Trader Sentiment: Neutral

Brent and WTI managed money net longs all fell last week as price gains moderated. Technical indicators suggest that prices may have been overheated. While there is unlikely to be a full reversal in sentiment, optimism about further price increases is likely diminishing.

Supply: Negative

According to Baker Hughes, the number of U.S. oil rigs rose by five last week. U.S. oil rigs now stand at 825, compared with 697 a year ago. This week will see the release of the latest U.S. monthly production numbers, which could weigh on prices. Evidence of renewed global oversupply continues to pose the greatest threat to prices.
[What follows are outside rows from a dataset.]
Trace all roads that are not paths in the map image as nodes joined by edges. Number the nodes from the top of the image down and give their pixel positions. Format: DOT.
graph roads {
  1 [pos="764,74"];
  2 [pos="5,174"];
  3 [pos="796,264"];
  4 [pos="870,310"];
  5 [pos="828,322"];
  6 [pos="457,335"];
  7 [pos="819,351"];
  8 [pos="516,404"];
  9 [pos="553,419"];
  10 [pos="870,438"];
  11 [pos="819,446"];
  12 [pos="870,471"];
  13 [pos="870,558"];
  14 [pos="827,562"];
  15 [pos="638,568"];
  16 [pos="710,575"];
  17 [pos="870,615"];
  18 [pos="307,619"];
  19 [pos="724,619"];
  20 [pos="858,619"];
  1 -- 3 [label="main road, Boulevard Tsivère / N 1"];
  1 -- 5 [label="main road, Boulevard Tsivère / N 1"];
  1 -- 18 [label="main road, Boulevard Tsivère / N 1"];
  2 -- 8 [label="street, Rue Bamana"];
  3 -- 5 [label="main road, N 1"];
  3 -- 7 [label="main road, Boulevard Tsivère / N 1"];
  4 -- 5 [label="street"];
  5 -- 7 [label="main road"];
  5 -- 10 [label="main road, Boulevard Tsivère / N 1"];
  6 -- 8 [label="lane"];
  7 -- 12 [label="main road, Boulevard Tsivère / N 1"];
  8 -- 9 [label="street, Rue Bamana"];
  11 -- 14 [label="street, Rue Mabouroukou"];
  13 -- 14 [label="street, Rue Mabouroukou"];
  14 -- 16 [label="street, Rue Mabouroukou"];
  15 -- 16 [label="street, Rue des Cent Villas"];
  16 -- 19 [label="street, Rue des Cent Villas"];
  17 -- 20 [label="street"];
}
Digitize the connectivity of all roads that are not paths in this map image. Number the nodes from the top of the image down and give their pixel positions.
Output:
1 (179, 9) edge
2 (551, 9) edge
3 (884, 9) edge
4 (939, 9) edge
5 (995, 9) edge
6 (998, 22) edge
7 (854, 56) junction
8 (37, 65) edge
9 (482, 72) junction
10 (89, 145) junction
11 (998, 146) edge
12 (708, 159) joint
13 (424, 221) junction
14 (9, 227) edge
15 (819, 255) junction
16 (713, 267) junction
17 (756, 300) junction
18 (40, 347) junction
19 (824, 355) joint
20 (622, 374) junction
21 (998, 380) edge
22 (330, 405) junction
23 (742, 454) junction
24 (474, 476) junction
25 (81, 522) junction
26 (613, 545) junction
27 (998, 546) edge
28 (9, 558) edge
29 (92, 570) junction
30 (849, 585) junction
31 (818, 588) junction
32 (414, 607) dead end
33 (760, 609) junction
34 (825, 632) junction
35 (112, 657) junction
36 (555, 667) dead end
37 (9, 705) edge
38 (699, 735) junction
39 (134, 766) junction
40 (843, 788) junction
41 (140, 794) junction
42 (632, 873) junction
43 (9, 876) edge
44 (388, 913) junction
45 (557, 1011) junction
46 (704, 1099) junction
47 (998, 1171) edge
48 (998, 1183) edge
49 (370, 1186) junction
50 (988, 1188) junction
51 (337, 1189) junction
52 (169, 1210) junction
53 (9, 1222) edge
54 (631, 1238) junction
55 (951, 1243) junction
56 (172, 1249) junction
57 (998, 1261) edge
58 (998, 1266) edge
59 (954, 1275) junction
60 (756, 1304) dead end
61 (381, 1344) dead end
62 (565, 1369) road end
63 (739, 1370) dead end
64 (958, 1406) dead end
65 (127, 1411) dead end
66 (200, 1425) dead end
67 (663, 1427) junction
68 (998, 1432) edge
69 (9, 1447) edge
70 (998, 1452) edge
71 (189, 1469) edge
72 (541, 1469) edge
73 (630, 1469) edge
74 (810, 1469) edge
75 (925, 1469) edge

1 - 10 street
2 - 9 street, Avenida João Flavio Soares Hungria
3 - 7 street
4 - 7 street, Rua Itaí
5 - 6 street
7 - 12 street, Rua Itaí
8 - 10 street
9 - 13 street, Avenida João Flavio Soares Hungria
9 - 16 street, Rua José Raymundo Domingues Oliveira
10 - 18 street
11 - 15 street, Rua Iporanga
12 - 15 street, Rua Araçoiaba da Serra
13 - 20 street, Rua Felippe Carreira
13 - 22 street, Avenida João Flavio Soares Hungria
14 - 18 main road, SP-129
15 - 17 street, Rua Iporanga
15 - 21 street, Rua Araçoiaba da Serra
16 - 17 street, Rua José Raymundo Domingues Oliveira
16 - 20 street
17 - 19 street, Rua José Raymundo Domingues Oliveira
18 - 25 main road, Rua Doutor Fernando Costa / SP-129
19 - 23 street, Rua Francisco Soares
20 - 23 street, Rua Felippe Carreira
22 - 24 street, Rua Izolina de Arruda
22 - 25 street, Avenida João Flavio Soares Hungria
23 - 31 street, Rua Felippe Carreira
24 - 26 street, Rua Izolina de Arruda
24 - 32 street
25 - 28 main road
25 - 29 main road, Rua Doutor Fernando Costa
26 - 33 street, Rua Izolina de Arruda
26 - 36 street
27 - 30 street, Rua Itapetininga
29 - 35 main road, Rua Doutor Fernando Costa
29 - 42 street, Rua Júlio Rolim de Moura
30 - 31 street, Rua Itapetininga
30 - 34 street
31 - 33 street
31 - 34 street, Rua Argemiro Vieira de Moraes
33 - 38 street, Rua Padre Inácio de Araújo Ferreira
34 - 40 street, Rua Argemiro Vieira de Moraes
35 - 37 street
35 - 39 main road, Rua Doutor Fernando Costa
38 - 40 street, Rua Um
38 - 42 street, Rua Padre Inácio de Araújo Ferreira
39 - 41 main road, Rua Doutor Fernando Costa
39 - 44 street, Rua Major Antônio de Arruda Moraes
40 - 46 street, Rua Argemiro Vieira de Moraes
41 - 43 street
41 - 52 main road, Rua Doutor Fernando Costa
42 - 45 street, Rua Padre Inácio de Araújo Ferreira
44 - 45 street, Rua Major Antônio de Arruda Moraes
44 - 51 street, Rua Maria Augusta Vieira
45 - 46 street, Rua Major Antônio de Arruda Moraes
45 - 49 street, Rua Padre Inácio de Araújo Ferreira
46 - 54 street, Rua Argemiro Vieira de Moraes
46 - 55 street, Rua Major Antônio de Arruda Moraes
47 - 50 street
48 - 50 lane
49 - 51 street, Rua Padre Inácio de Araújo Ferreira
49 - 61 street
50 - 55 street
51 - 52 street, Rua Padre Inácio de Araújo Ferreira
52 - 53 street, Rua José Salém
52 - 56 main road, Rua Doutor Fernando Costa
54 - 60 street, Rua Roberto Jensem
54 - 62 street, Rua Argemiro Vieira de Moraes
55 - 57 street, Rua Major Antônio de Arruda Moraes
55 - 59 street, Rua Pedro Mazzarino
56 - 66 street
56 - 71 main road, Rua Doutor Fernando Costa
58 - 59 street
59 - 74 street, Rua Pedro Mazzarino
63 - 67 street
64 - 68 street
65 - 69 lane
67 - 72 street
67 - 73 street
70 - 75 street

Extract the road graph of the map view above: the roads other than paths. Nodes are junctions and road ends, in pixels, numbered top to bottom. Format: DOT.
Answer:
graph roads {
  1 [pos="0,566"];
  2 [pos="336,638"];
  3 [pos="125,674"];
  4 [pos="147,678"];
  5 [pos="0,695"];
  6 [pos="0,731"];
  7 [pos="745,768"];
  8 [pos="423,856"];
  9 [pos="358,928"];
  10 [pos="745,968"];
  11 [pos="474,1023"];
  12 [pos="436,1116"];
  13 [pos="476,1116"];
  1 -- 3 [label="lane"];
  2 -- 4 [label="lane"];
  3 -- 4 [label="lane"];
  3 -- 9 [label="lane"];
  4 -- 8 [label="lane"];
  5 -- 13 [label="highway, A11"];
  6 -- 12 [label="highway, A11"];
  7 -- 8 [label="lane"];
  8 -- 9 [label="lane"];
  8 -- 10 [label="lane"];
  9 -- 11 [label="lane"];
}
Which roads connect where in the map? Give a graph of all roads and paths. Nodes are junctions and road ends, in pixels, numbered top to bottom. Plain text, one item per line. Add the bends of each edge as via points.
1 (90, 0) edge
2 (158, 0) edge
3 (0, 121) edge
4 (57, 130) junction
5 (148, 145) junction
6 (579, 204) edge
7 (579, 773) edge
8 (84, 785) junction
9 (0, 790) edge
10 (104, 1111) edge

Despite OPEC’s recent technical committee’s finding that stocks are basically aligned with the current five-year average, the OPEC/non-OPEC supply deal remains secure as many members think current stocks are an inflated metric and that there is still work to be done to tighten markets.

Demand: Positive

U.S. consumption of petroleum products remains generally at or above seasonal averages in all products, including fuel oil. Economic indicators so far presage strong consumer spending through the summer demand season. Refined product demand is likely to remain a supportive factor in the short-term.

Refining: Neutral

Margins were healthier last week as price rises moderated. Heading into summer driving season, margins should be generally improving on strong demand, but high crude prices could add pressure.